Your Luggage

Luggage used to be what it is called. You had to lug it around because it was big and heavy. When your coach or car brought you to the train station a uniformed porter would port your luggage to a cart and put it with other bags and trunks to be loaded on the same train.

People that had any intention of ever seeing all of their things again would tip the nice man.

Now, here in the future, things haven’t changed all that much.  Except the whole train thing, those are pretty much gone.  At least as far as effective long distance passenger service is concerned. And nobody carries bags anymore, we drag them. Should it should be called rollage? Or maybe dragage?
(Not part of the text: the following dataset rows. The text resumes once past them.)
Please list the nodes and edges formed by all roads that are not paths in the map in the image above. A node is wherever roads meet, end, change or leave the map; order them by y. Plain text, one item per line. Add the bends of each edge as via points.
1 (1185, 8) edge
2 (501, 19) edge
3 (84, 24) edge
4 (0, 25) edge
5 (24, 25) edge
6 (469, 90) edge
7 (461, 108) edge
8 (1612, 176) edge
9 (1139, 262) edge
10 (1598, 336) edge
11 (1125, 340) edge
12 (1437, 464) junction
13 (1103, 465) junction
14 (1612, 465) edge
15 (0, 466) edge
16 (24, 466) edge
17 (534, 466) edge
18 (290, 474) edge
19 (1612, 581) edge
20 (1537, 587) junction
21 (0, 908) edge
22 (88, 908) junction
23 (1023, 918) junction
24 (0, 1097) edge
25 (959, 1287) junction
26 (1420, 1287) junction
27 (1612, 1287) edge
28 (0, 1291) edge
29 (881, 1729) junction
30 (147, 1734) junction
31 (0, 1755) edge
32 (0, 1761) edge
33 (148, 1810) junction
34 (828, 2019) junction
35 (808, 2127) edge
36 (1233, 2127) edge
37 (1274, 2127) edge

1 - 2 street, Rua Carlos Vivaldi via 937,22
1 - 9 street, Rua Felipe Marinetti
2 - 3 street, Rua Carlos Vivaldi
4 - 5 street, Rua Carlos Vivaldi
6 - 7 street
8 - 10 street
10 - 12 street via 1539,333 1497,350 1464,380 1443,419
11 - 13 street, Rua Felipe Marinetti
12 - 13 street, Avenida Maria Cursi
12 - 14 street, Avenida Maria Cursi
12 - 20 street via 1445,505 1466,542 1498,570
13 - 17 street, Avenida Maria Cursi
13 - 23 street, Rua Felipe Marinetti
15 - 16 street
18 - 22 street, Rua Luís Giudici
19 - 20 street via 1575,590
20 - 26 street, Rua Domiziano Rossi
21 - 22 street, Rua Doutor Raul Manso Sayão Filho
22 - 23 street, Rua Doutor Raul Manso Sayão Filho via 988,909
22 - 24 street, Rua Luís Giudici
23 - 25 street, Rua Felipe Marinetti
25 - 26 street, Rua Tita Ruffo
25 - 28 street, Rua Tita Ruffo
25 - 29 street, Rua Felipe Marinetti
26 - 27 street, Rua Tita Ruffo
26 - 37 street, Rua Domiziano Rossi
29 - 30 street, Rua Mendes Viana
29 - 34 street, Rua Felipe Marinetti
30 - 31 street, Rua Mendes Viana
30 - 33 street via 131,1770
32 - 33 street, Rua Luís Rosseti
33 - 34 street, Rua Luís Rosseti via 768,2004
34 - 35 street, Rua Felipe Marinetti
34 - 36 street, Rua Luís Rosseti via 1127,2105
The bags are still surrendered to a uniformed person that has the success of your entire trip in their personal power. Tipping might still be a good idea.

Generally mistakes are rare when it comes to checking a bag to the correct destination and having it get there. What could possibly go wrong? I read that about 1 percent of baggage is “mis-handled”. It doesn’t sound like much but if there are a hundred bags on a flight on average one of them should probably be somewhere else.

Things That Possibly go Wrong

1. When you are asked by anyone having anything to do with your bags what your destination is always answer with the “AIRPORT” and “CITY”.  Many airlines serve multiple airports near the same city.  For example “Washington, Dulles” or Intercontinental, Bush, Houston” could be good answers.  Some airports have several names which are used interchangeably like Hartford-Bradley-Windsor Locks.  A true road warrior will know the three letter identifier for the destination. IAH, BDL, whatever. Check to see that your bag is tagged to the place you next want to see it.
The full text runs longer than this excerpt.